== PROMPT ==
The answer must be every line below that holds the word "above".

***** MATERIAL SUPPLIED *****

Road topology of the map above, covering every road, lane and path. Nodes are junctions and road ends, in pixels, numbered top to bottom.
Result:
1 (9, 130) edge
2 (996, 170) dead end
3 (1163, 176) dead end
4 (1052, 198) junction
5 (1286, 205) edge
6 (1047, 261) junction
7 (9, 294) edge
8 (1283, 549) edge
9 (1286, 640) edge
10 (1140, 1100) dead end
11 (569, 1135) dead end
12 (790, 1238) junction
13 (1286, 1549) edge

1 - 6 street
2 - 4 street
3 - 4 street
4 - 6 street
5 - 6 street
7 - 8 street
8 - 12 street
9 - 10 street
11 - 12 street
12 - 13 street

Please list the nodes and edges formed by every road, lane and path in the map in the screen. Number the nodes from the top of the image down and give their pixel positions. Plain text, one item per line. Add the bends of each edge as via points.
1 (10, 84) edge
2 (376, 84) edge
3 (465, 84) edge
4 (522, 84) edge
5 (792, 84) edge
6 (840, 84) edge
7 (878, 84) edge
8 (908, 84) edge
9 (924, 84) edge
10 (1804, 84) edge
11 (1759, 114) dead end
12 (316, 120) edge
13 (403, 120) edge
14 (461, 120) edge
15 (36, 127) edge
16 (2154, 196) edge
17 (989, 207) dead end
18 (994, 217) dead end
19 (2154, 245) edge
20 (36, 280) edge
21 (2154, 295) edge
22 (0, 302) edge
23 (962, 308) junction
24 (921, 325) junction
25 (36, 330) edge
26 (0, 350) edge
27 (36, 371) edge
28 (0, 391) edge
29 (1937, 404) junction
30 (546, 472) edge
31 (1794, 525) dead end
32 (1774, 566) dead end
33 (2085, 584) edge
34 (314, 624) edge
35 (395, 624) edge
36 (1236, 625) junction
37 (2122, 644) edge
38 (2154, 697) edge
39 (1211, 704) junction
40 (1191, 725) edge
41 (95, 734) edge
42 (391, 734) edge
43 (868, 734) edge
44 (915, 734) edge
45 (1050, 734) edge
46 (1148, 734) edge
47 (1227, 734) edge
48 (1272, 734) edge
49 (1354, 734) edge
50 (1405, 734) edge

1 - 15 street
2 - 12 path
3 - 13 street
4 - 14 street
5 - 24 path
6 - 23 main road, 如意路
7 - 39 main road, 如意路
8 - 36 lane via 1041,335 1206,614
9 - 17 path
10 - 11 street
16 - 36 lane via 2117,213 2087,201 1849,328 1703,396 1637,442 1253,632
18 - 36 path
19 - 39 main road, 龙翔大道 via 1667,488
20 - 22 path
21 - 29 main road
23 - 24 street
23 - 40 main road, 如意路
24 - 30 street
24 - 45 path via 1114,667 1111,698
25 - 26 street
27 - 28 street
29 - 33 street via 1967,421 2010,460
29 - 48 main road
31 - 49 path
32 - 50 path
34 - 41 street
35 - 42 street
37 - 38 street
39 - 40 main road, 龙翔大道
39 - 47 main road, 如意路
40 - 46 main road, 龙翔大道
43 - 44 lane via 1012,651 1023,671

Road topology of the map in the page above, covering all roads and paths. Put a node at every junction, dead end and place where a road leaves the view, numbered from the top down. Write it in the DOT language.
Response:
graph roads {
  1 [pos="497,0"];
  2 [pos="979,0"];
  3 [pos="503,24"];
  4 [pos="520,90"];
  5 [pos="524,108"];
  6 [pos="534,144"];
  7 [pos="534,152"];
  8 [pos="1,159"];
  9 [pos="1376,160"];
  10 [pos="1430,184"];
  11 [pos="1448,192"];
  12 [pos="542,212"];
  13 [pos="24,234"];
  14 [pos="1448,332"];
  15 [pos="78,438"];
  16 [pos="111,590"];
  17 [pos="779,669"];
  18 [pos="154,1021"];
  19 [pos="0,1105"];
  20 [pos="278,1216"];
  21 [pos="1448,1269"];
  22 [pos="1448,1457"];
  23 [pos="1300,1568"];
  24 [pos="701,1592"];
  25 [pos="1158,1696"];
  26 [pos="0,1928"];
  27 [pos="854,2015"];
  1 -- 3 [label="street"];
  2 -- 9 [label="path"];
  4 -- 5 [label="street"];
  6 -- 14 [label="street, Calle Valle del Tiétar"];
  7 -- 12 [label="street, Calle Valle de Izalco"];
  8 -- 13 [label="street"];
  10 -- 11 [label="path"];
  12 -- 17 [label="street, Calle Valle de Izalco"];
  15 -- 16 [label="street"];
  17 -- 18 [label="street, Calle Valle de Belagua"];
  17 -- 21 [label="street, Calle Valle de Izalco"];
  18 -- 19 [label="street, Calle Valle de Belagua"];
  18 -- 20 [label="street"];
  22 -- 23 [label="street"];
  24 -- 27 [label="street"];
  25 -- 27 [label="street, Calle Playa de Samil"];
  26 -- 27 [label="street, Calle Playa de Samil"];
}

*****

== SOLUTION TO THIS PROBLEM ==
Road topology of the map above, covering every road, lane and path. Nodes are junctions and road ends, in pixels, numbered top to bottom.
Road topology of the map in the page above, covering all roads and paths. Put a node at every junction, dead end and place where a road leaves the view, numbered from the top down. Write it in the DOT language.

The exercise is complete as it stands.